This is problem 2.1 of Falko Algebra I Fields and Galois Theory. I have finished the proof but it looks very unsatisfying.
$E/K$ is a field extension. $L_1,L_2$ are intermediate fields. $L_1L_2$ denotes the composite field formed by $L_1$ and $L_2$. Suppose $[L_1:K],[L_2:K]<\infty$. Prove if $[L_1L_2:K]=[L_1:K][L_2:K]$, then $L_1\cap L_2=K$.
I can show by presenting the basis of $L_1L_2/K$. If $K\subset L_1\cap L_2$ is proper, this means $L_1\cap L_2$ has non-trivial overlap(i.e. I can start removing redundant basis elements from either $L_1$ or $L_2$). This will show $[L_1L_2:K]<[L_1:K][L_2:K]$.

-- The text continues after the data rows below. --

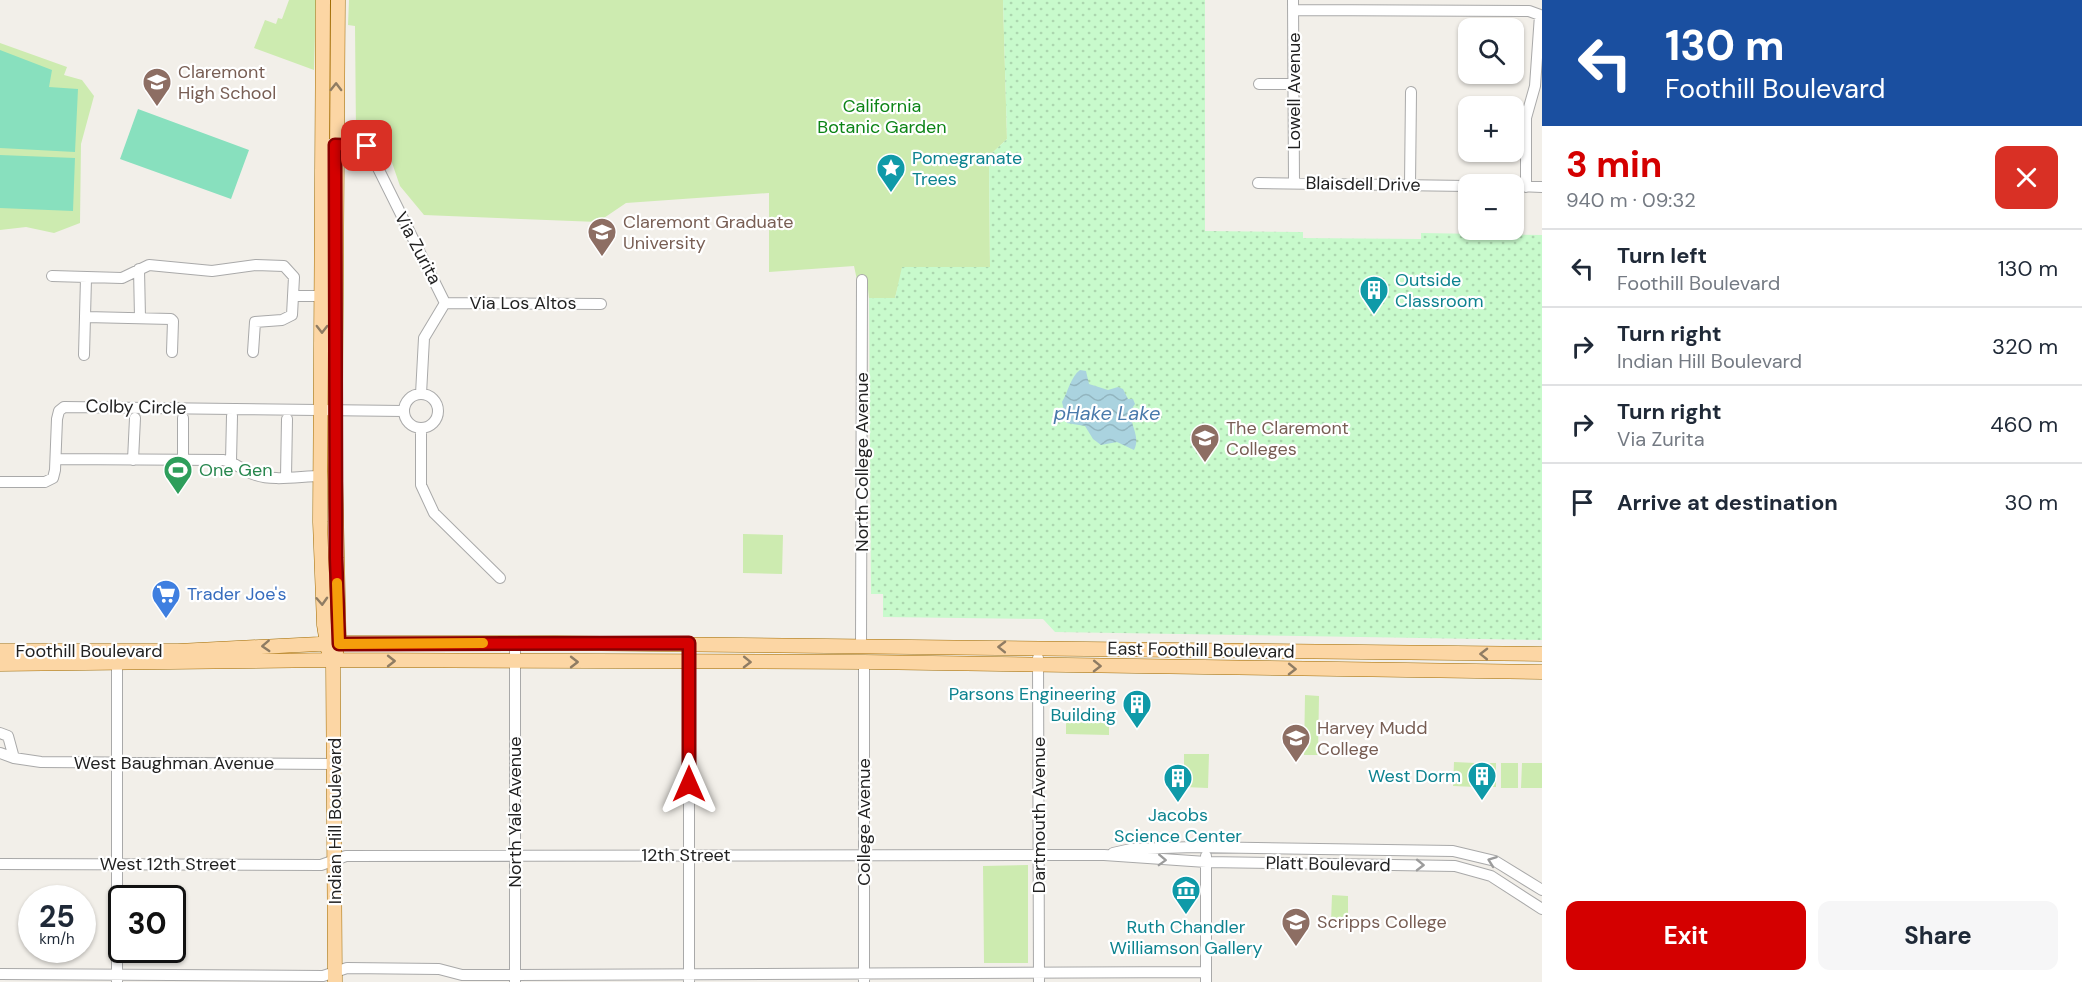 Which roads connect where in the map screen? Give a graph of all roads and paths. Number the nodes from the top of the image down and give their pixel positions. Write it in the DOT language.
graph roads {
  1 [pos="323,0"];
  2 [pos="338,0"];
  3 [pos="1294,5"];
  4 [pos="1259,84"];
  5 [pos="1294,84"];
  6 [pos="1411,92"];
  7 [pos="329,143"];
  8 [pos="1258,183"];
  9 [pos="1294,183"];
  10 [pos="1410,185"];
  11 [pos="1458,186"];
  12 [pos="1526,187"];
  13 [pos="1542,187"];
  14 [pos="139,270"];
  15 [pos="52,276"];
  16 [pos="86,278"];
  17 [pos="862,280"];
  18 [pos="295,296"];
  19 [pos="329,296"];
  20 [pos="445,303"];
  21 [pos="601,304"];
  22 [pos="86,317"];
  23 [pos="140,318"];
  24 [pos="172,352"];
  25 [pos="253,352"];
  26 [pos="84,355"];
  27 [pos="421,394"];
  28 [pos="321,410"];
  29 [pos="336,410"];
  30 [pos="404,411"];
  31 [pos="232,416"];
  32 [pos="135,418"];
  33 [pos="183,418"];
  34 [pos="287,419"];
  35 [pos="421,428"];
  36 [pos="56,459"];
  37 [pos="133,460"];
  38 [pos="183,460"];
  39 [pos="231,461"];
  40 [pos="321,476"];
  41 [pos="286,477"];
  42 [pos="0,482"];
  43 [pos="500,578"];
  44 [pos="514,643"];
  45 [pos="689,643"];
  46 [pos="325,644"];
  47 [pos="339,644"];
  48 [pos="861,645"];
  49 [pos="920,646"];
  50 [pos="1038,648"];
  51 [pos="0,651"];
  52 [pos="1542,654"];
  53 [pos="117,658"];
  54 [pos="333,660"];
  55 [pos="515,661"];
  56 [pos="689,662"];
  57 [pos="811,663"];
  58 [pos="864,663"];
  59 [pos="0,664"];
  60 [pos="1039,664"];
  61 [pos="1542,672"];
  62 [pos="0,734"];
  63 [pos="0,753"];
  64 [pos="14,758"];
  65 [pos="117,763"];
  66 [pos="334,764"];
  67 [pos="1206,847"];
  68 [pos="689,855"];
  69 [pos="1038,855"];
  70 [pos="1104,855"];
  71 [pos="515,856"];
  72 [pos="864,856"];
  73 [pos="335,861"];
  74 [pos="1206,862"];
  75 [pos="0,864"];
  76 [pos="117,864"];
  77 [pos="1542,890"];
  78 [pos="1542,909"];
  79 [pos="0,974"];
  80 [pos="335,977"];
  81 [pos="1039,977"];
  82 [pos="1206,977"];
  83 [pos="117,978"];
  84 [pos="515,978"];
  85 [pos="689,978"];
  86 [pos="864,978"];
  1 -- 7 [label="main road, Indian Hill Boulevard"];
  7 -- 2 [label="main road, Indian Hill Boulevard, one-way"];
  3 -- 5 [label="street, Lowell Avenue"];
  3 -- 12 [label="street"];
  4 -- 5 [label="street"];
  5 -- 9 [label="street, Lowell Avenue"];
  6 -- 10 [label="street"];
  7 -- 19 [label="main road, Indian Hill Boulevard"];
  7 -- 20 [label="street, Via Zurita"];
  8 -- 9 [label="street, Blaisdell Drive"];
  9 -- 10 [label="street, Blaisdell Drive"];
  10 -- 11 [label="street, Blaisdell Drive"];
  12 -- 13 [label="street"];
  14 -- 16 [label="street"];
  14 -- 18 [label="street"];
  14 -- 23 [label="street"];
  15 -- 16 [label="street"];
  16 -- 22 [label="street"];
  17 -- 48 [label="street, North College Avenue"];
  18 -- 19 [label="street"];
  18 -- 25 [label="street"];
  19 -- 28 [label="main road, Indian Hill Boulevard, one-way"];
  19 -- 29 [label="main road, Indian Hill Boulevard"];
  20 -- 21 [label="street, Via Los Altos"];
  20 -- 27 [label="street, Via Zurita"];
  22 -- 23 [label="street"];
  22 -- 26 [label="street"];
  23 -- 24 [label="street"];
  27 -- 30 [label="street"];
  27 -- 35 [label="street"];
  28 -- 29 [label="street, Colby Circle"];
  28 -- 36 [label="street, Colby Circle"];
  28 -- 40 [label="main road, Indian Hill Boulevard"];
  29 -- 30 [label="street, Colby Circle"];
  29 -- 47 [label="main road, Indian Hill Boulevard"];
  30 -- 35 [label="street"];
  31 -- 39 [label="street"];
  32 -- 37 [label="street"];
  33 -- 38 [label="street"];
  34 -- 41 [label="street"];
  35 -- 43 [label="street"];
  36 -- 37 [label="street"];
  36 -- 42 [label="street, Colby Circle"];
  37 -- 38 [label="street"];
  38 -- 39 [label="street"];
  39 -- 41 [label="street"];
  40 -- 41 [label="street"];
  40 -- 46 [label="main road, Indian Hill Boulevard, one-way"];
  44 -- 45 [label="main road"];
  44 -- 47 [label="main road"];
  44 -- 55 [label="street, North Yale Avenue"];
  45 -- 48 [label="main road"];
  45 -- 56 [label="street"];
  46 -- 47 [label="main road"];
  46 -- 53 [label="main road, Foothill Boulevard, one-way"];
  46 -- 54 [label="main road, Indian Hill Boulevard"];
  47 -- 54 [label="main road, Indian Hill Boulevard"];
  48 -- 49 [label="main road, East Foothill Boulevard"];
  48 -- 57 [label="main road"];
  50 -- 49 [label="main road, East Foothill Boulevard, one-way"];
  49 -- 58 [label="main road"];
  52 -- 50 [label="main road, East Foothill Boulevard, one-way"];
  50 -- 60 [label="street, Dartmouth Avenue"];
  51 -- 53 [label="main road, Foothill Boulevard"];
  53 -- 54 [label="main road, Foothill Boulevard"];
  53 -- 59 [label="main road, Foothill Boulevard"];
  53 -- 65 [label="street"];
  54 -- 55 [label="main road, one-way"];
  54 -- 66 [label="main road, Indian Hill Boulevard"];
  55 -- 56 [label="main road, one-way"];
  55 -- 71 [label="street, North Yale Avenue"];
  56 -- 57 [label="main road, one-way"];
  56 -- 68 [label="street"];
  57 -- 58 [label="main road"];
  58 -- 60 [label="main road, East Foothill Boulevard"];
  58 -- 72 [label="street, College Avenue"];
  60 -- 61 [label="main road, East Foothill Boulevard, one-way"];
  60 -- 69 [label="street, Dartmouth Avenue"];
  62 -- 64 [label="street"];
  63 -- 64 [label="street, West Baughman Avenue"];
  64 -- 65 [label="street, West Baughman Avenue"];
  65 -- 66 [label="street, West Baughman Avenue"];
  65 -- 76 [label="street"];
  66 -- 73 [label="main road, Indian Hill Boulevard"];
  67 -- 70 [label="street, Platt Boulevard"];
  67 -- 74 [label="street"];
  77 -- 67 [label="street, Platt Boulevard, one-way"];
  68 -- 71 [label="street, 12th Street"];
  68 -- 72 [label="street, 12th Street"];
  68 -- 85 [label="street"];
  69 -- 70 [label="street, Platt Boulevard"];
  69 -- 72 [label="street, 12th Street"];
  69 -- 81 [label="street, Dartmouth Avenue"];
  70 -- 74 [label="street, Platt Boulevard, one-way"];
  71 -- 73 [label="street, 12th Street"];
  71 -- 84 [label="street, North Yale Avenue"];
  72 -- 86 [label="street, College Avenue"];
  73 -- 76 [label="street, West 12th Street"];
  73 -- 80 [label="main road, Indian Hill Boulevard"];
  74 -- 78 [label="street, Platt Boulevard, one-way"];
  74 -- 82 [label="street"];
  75 -- 76 [label="street, West 12th Street"];
  76 -- 83 [label="street"];
  79 -- 83 [label="street"];
  80 -- 83 [label="street"];
  80 -- 84 [label="street"];
  81 -- 82 [label="street"];
  81 -- 86 [label="street"];
  84 -- 85 [label="street"];
  85 -- 86 [label="street"];
}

This proof lacks elegance though simple. Is there a proof based on purely showing algebraic manipulation to complete the proof(i.e. showing either $[L_1\cap L_2:K]\leq 1$, $[L_1L_2: L_1\cap L_2]=[L_1:K][L_2:K]$ or other equivalent relations)?
Why should I expect this is the case without looking at the basis?(i.e. Assume I do not know the proof but I want to know the reason why this algebraic relation leads to this special vector space construction.)
If $[L_1:K],[L_2:K]$ are relatively prime, this becomes trivial. In my view point $L_1L_2=L_1\otimes_K L_2$, relatively primeness implies for simple extensions $L_1,L_2$ over $K$, the $K-$algebra can be generated by the simple tensor of the two generators. How do I generalize this statement for arbitrary case by assuming finite extension say $L_1=K(a_1,\dots, a_m),L_2=K(b_1,\dots b_n)$ where I assume $m,n$ are minimal generator and $[L_1:K]=m_1,[L_2:K]=m_2$ which may not have any straightforward relationship with $m$ and $n$ respectively?(i.e. I want a straightforward proof showing that for $[L_1:K],[L_2:K]$ relatively prime, I can present an explicit construction of basis of $L_1\otimes_K L_2$ This statement does not say $[L_1:K],[L_2:K]$ must be relatively prime here.